***** INFORMATION PROVIDED *****

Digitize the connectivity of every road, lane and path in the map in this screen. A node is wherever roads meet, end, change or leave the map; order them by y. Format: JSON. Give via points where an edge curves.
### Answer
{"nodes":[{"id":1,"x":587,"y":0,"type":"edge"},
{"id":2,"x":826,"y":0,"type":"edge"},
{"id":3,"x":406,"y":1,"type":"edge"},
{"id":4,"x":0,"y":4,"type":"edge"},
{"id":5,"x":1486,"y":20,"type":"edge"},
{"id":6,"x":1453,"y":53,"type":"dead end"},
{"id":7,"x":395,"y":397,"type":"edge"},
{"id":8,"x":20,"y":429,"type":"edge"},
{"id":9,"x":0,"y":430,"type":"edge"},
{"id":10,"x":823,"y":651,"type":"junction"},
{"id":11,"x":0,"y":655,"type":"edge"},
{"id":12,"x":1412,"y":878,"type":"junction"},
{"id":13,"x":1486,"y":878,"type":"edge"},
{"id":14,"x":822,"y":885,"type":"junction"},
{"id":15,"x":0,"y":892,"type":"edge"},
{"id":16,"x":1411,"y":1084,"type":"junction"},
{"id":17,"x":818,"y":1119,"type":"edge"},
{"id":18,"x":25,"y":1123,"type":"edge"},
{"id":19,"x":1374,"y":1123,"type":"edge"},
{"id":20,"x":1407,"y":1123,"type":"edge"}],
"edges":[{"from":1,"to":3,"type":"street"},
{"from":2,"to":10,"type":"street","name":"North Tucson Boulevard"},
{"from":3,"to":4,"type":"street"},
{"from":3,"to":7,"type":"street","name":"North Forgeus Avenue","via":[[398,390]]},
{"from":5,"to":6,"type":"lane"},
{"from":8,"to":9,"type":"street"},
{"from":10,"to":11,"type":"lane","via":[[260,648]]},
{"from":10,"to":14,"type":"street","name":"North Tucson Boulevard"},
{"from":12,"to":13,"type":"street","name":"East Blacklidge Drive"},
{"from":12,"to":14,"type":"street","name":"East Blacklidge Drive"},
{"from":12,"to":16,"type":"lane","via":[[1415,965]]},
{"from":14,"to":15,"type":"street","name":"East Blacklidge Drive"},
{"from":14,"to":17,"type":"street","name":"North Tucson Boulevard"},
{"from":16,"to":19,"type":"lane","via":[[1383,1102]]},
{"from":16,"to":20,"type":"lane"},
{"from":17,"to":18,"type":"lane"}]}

*****

→ WHAT TO PRODUCE
This exercise requires all the entries to be written out again exactly.

→ REPLY
Digitize the connectivity of every road, lane and path in the map in this screen. A node is wherever roads meet, end, change or leave the map; order them by y. Format: JSON. Give via points where an edge curves.
### Answer
{"nodes":[{"id":1,"x":587,"y":0,"type":"edge"},
{"id":2,"x":826,"y":0,"type":"edge"},
{"id":3,"x":406,"y":1,"type":"edge"},
{"id":4,"x":0,"y":4,"type":"edge"},
{"id":5,"x":1486,"y":20,"type":"edge"},
{"id":6,"x":1453,"y":53,"type":"dead end"},
{"id":7,"x":395,"y":397,"type":"edge"},
{"id":8,"x":20,"y":429,"type":"edge"},
{"id":9,"x":0,"y":430,"type":"edge"},
{"id":10,"x":823,"y":651,"type":"junction"},
{"id":11,"x":0,"y":655,"type":"edge"},
{"id":12,"x":1412,"y":878,"type":"junction"},
{"id":13,"x":1486,"y":878,"type":"edge"},
{"id":14,"x":822,"y":885,"type":"junction"},
{"id":15,"x":0,"y":892,"type":"edge"},
{"id":16,"x":1411,"y":1084,"type":"junction"},
{"id":17,"x":818,"y":1119,"type":"edge"},
{"id":18,"x":25,"y":1123,"type":"edge"},
{"id":19,"x":1374,"y":1123,"type":"edge"},
{"id":20,"x":1407,"y":1123,"type":"edge"}],
"edges":[{"from":1,"to":3,"type":"street"},
{"from":2,"to":10,"type":"street","name":"North Tucson Boulevard"},
{"from":3,"to":4,"type":"street"},
{"from":3,"to":7,"type":"street","name":"North Forgeus Avenue","via":[[398,390]]},
{"from":5,"to":6,"type":"lane"},
{"from":8,"to":9,"type":"street"},
{"from":10,"to":11,"type":"lane","via":[[260,648]]},
{"from":10,"to":14,"type":"street","name":"North Tucson Boulevard"},
{"from":12,"to":13,"type":"street","name":"East Blacklidge Drive"},
{"from":12,"to":14,"type":"street","name":"East Blacklidge Drive"},
{"from":12,"to":16,"type":"lane","via":[[1415,965]]},
{"from":14,"to":15,"type":"street","name":"East Blacklidge Drive"},
{"from":14,"to":17,"type":"street","name":"North Tucson Boulevard"},
{"from":16,"to":19,"type":"lane","via":[[1383,1102]]},
{"from":16,"to":20,"type":"lane"},
{"from":17,"to":18,"type":"lane"}]}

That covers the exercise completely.